„Bamui Haebyeoneseo Honja“, Südkorea, 2017
Regie: Sang-soo Hong; Drehbuch: Sang-soo Hong
Darsteller: Min-hee Kim, Young-hwa Seo, Jae-young Jung, Hae-hyo Kwon, Seon-mi Son
Der Druck war einfach zu viel geworden für Young-hee (Min-Hee Kim): Als bekannt wurde, dass die junge Schauspielerin eine Affäre mit dem verheirateten Regisseur hat, dauert es nicht lange, bis sich die anderen das Maul zerreißen. Um dem zu entkommen, beschließt sie daher, erst einmal ihre Freundin in Hamburg zu besuchen – immer in der Hoffnung, dass ihr Liebhaber so wie versprochen ihr nachfolgt. Wieder zurück in ihrer Heimat trifft sie sich mit mehreren Freunden, um ihre Erfahrungen zu verarbeiten und ganz grundsätzlich darüber nachzudenken, was sie von ihrem Leben eigentlich will.
Ist das jetzt besonders mutig oder einfach nur dreist? Im Sommer 2016 kamen Gerüchte auf, dass Sang-soo Hong eine Affäre mit der Schauspielerin Min-hee Kim hat, mit er zuvor Right Now, Wrong Then gedreht hatte. Und wie reagiert der südkoreanische Regisseur? Er dreht einen Film über eine Schauspielerin, von Kim verkörpert, die eine Affäre mit einem Regisseur hat. Wo andere dem Skandal zu entkommen versuchten, da nimmt er das Thema dankbar auf.

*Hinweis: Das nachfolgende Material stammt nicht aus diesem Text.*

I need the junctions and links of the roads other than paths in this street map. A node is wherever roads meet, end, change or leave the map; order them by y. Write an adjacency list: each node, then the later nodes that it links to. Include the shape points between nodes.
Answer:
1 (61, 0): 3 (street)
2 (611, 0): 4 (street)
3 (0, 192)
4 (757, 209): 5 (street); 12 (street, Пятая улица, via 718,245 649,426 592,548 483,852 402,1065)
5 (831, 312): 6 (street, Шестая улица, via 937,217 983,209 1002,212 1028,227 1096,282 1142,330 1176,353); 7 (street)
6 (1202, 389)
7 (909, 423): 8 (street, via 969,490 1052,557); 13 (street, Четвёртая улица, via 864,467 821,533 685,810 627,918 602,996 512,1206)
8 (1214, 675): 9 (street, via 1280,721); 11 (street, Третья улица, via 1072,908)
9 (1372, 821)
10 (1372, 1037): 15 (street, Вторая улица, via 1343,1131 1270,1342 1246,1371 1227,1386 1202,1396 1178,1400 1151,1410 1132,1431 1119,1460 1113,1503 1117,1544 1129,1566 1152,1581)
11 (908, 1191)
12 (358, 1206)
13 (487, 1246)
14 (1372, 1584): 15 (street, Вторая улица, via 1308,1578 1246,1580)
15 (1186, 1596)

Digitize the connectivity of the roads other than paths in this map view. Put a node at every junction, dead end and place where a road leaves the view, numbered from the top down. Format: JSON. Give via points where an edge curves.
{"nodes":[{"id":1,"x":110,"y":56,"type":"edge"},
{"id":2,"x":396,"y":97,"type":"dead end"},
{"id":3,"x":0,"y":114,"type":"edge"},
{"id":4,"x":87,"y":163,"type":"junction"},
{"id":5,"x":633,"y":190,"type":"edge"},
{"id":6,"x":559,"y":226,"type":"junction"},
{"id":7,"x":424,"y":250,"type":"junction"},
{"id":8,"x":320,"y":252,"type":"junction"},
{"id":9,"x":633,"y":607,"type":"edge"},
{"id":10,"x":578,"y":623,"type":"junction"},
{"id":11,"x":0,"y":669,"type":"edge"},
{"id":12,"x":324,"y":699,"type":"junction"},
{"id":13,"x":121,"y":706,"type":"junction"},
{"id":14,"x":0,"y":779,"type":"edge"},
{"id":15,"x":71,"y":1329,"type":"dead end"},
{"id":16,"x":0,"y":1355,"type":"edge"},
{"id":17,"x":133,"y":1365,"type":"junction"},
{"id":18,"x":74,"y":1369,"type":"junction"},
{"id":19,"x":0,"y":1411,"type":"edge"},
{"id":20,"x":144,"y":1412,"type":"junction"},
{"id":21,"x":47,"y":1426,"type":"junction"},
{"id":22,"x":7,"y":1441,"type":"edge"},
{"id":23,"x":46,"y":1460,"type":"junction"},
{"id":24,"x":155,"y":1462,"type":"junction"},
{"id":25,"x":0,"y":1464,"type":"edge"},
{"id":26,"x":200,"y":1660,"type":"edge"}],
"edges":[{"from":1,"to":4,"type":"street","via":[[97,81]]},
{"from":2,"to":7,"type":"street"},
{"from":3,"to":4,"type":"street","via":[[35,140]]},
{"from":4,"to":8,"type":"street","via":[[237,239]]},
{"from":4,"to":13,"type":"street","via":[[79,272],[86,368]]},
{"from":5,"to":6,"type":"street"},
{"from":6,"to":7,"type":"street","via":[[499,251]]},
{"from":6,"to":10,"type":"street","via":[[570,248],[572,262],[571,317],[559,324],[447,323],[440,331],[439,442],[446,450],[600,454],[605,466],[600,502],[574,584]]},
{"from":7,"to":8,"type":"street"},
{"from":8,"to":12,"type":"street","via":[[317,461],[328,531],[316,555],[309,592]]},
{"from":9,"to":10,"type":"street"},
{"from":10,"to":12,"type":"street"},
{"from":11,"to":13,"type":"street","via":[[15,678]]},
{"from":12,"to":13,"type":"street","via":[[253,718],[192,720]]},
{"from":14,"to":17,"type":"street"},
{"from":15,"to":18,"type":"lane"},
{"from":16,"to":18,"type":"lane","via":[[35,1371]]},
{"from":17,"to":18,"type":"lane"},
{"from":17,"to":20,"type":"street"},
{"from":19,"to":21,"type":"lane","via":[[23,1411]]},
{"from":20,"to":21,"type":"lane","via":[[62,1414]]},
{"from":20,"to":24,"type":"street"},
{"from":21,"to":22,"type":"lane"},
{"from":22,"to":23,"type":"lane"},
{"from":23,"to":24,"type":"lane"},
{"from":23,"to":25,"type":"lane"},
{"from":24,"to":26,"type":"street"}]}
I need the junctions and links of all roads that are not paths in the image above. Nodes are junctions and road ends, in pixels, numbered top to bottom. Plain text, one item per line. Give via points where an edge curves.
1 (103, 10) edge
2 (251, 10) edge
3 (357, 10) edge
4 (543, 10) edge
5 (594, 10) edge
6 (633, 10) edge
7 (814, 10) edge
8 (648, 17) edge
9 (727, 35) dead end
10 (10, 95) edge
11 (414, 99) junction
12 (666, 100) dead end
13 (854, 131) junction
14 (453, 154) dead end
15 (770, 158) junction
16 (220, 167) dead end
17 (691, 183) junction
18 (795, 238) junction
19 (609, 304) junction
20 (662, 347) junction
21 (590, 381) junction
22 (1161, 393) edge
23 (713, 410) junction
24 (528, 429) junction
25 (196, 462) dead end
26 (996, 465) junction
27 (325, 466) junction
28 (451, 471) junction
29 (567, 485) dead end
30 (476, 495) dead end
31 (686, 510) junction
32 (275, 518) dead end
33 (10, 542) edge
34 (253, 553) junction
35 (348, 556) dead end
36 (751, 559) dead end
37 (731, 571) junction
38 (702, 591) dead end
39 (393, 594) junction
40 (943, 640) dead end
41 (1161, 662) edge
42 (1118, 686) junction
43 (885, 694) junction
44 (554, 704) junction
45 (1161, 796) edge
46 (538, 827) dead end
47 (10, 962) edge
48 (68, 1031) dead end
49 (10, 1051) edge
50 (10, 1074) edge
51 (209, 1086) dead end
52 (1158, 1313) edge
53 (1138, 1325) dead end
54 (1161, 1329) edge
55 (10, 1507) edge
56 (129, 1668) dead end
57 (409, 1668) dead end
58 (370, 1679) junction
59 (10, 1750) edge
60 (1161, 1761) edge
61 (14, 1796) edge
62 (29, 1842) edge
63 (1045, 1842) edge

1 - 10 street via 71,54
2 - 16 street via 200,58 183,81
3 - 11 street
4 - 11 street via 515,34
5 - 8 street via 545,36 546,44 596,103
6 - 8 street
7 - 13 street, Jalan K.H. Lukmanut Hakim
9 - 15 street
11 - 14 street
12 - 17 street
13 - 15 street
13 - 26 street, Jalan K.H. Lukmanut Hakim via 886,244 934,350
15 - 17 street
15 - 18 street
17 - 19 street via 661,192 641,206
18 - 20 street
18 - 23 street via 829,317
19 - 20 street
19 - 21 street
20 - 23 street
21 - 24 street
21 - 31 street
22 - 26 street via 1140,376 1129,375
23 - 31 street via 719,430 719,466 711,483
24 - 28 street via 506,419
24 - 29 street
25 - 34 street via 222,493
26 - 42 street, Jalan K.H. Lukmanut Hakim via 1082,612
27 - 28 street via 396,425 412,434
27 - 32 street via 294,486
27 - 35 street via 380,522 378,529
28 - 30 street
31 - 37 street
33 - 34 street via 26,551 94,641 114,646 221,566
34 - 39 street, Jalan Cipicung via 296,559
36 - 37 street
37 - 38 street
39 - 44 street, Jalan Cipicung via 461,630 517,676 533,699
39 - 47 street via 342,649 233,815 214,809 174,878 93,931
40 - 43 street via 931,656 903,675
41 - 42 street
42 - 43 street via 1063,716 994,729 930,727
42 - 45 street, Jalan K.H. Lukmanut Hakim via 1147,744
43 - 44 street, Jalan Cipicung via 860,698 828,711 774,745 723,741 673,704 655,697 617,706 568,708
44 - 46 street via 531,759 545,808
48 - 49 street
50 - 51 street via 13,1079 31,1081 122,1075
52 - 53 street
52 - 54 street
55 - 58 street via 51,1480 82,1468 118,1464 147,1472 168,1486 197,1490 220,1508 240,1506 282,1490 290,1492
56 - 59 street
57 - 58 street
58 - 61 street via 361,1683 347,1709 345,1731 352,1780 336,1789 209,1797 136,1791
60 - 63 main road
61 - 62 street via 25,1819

Pikant dabei: Inzwischen wurde von dem verheirateten Hong bestätigt, dass sie tatsächlich eine Affäre haben. Bei so gut wie jedem anderen Filmemacher wäre das undenkbar gewesen. Bei Hong hingegen ist das irgendwie typisch.
Zwischen Banalität und Tiefsinn
Filme und Liebe, das sind zwei wiederkehrende Themen bei dem Südkoreaner. Oft spielen Filmemacher die Hauptrolle, fast immer wird von Liebe gesprochen. Liebe, die gerade anfängt. Liebe, die vorbei ist. Liebe, die es gar nicht geben dürfte. Die Filme von Hong zeichnet dabei immer eine Alltäglichkeit aus, als würde man überhaupt keinen wirklichen Film schauen, sondern irgendwelche privaten YouTube-Videos. Die Schauplätze sind begrenzt, die Handlung besteht aus Dialogen, die mal tiefsinnig, dann wieder schrecklich banal sein können. Für die Massen ist das nichts, so manch einer im Publikum wird angesichts der Ereignislosigkeit Gähnreflexe entwickeln.
Auffallend ist dabei, wie oft sich die Figuren um Kopf und Kragen reden. Ob es nun an den speziellen Situationen liegt oder an dem Alkohol, der währenddessen fleißig gebechert wird: Im Laufe der Gespräche demontieren sich die Leute immer irgendwie selbst. Zeigen sich von ihren hässlichen, zumindest aber schwachen und kindlichen Seiten. Doch obwohl Hong sie immer öffentlich entlarvt – siehe auch sein The Day After aus dem letzten Jahr –, sie sogar der Lächerlichkeit preisgibt: Er verurteilt sie nicht. Bei ihm sind Menschen eben doch nur Menschen, die sich irgendwie durchs Leben schlingern und immer wieder an etwas scheitern. Das kann komisch sein, sehr sogar. In On the Beach at Night Alone kommt es immer wieder zu kleinen Absurditäten, innerhalb der Gespräche wie außerhalb. Laut lachen wird man als Zuschauer dabei eher selten, das eine oder andere Schmunzeln wird man sich jedoch kaum verkneifen können.
Mitdenken und mitfühlen erlaubt
Und doch hat er hier eben ein Drama gedreht, nachdenklich, melancholisch während der titelgebenden Strandszenen. Was bedeutet Liebe eigentlich? Wie finde ich mich selbst in ihr? Was bin ich bereit aufzugeben? Man muss kein Filmemacher sein, um über solche Fragen nachzudenken. Man muss auch keine Affäre dafür führen. Es reicht, durchs Leben zu geben und anderen zu begegnen. Wenn Hong mit seinem Film eines schafft, dann das: Man fühlt sich weniger allein mit seinen Gedanken, egal ob man nun in Hamburg oder einer südkoreanischen Küstenstadt ist, an einem Strand spazieren geht oder in einer Kneipe sitzt.